So how does a service marketer manage this practical reality? At the most basic level, he or she must understand the service delivery model and processes. This must go beyond a conceptual understanding. It means personally living the experiences of the customer and the person delivering the service in different situations, in different locations, and under different conditions. The challenge is to ensure that the service delivery experience matches the brand platform.

This can only be achieved by getting out into the field. For service marketing leaders, there is no substitute for frequent interaction with front-line service delivery. When I was working at United Airlines, and before that at Hyatt Hotels Corporation, I often reminded myself that the real world is not in the corporate office—it’s in the field. The brand doesn’t happen at corporate headquarters: it happens in thousands of service interactions in hundreds of locations around the world every day. It’s easy for service brand executives to slip into viewing the brand as an abstraction separate from actual service delivery and customers. It is imperative to observe and experience the brand delivery and execution in the field, from both sides of the service interaction and in actual practice under a range of real-world conditions.

The inseparability of the service brand and marketing from service delivery has very practical implications for marketing leadership. Typically, front-line service delivery does not fall under the reporting structure, authority, and control of the marketing function. Often, it lies in the domain of operations management. Thus, the services marketing leader must be adept at working with operations or other service delivery management and staff. Service marketing leaders who try to assert centralized control over service execution without building commitment from both operations leadership and front-line service employees typically fail.
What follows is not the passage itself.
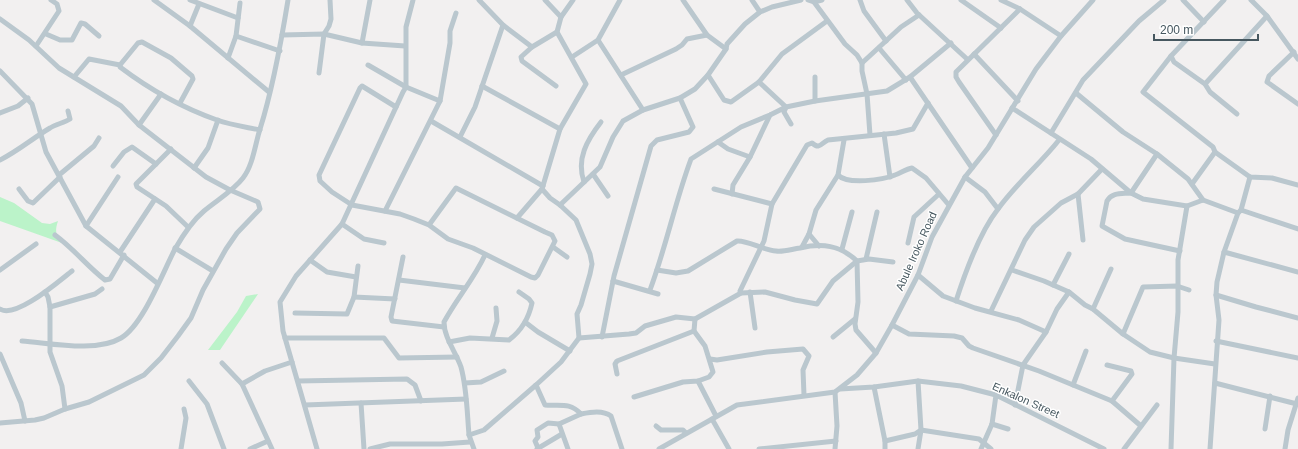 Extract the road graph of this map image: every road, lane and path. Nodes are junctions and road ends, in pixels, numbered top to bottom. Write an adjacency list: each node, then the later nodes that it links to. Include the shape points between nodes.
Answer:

In short, effective working relationships with operations leadership are essential for services brand leaders.

Create Standards

To manage the inherent variability of service delivery, service design is essential. While a service interaction may seem spontaneous, the best-managed service interactions are carefully structured.

Service delivery should be a carefully designed experience. In the airline industry, the timing, presentation, manner, and elements of meal delivery in business class on an international airline is not left entirely to the discretion of the flight attendants. The service is designed and choreographed, based on customer input and operational requirements, to create the desired brand experience. Each step is defined and specified in the operational process.

Digital enablement can be incorporated into the service design and facilitate greater satisfaction, value, utility, and efficiency for both the customer and service provider. Consider the practical example of selecting a meal in business class. The standard procedure is to provide a printed menu for the passenger. Then the flight attendant asks each passenger in succession which meal she would like to select. At the same time, the passenger is still getting settled and the flight attendant is dealing with multiple operational responsibilities, service activities, and passenger inquiries. If the passenger can make her meal selections on an in-seat touchscreen or through a mobile app, it relieves demands on both the passenger and the flight attendant, while still accomplishing a necessary step in the service process. Even better, if the passenger makes her selection before boarding via a mobile phone, the task is accomplished earlier, which also provides the airline with advance information. (There are operational reasons why this is not always feasible.)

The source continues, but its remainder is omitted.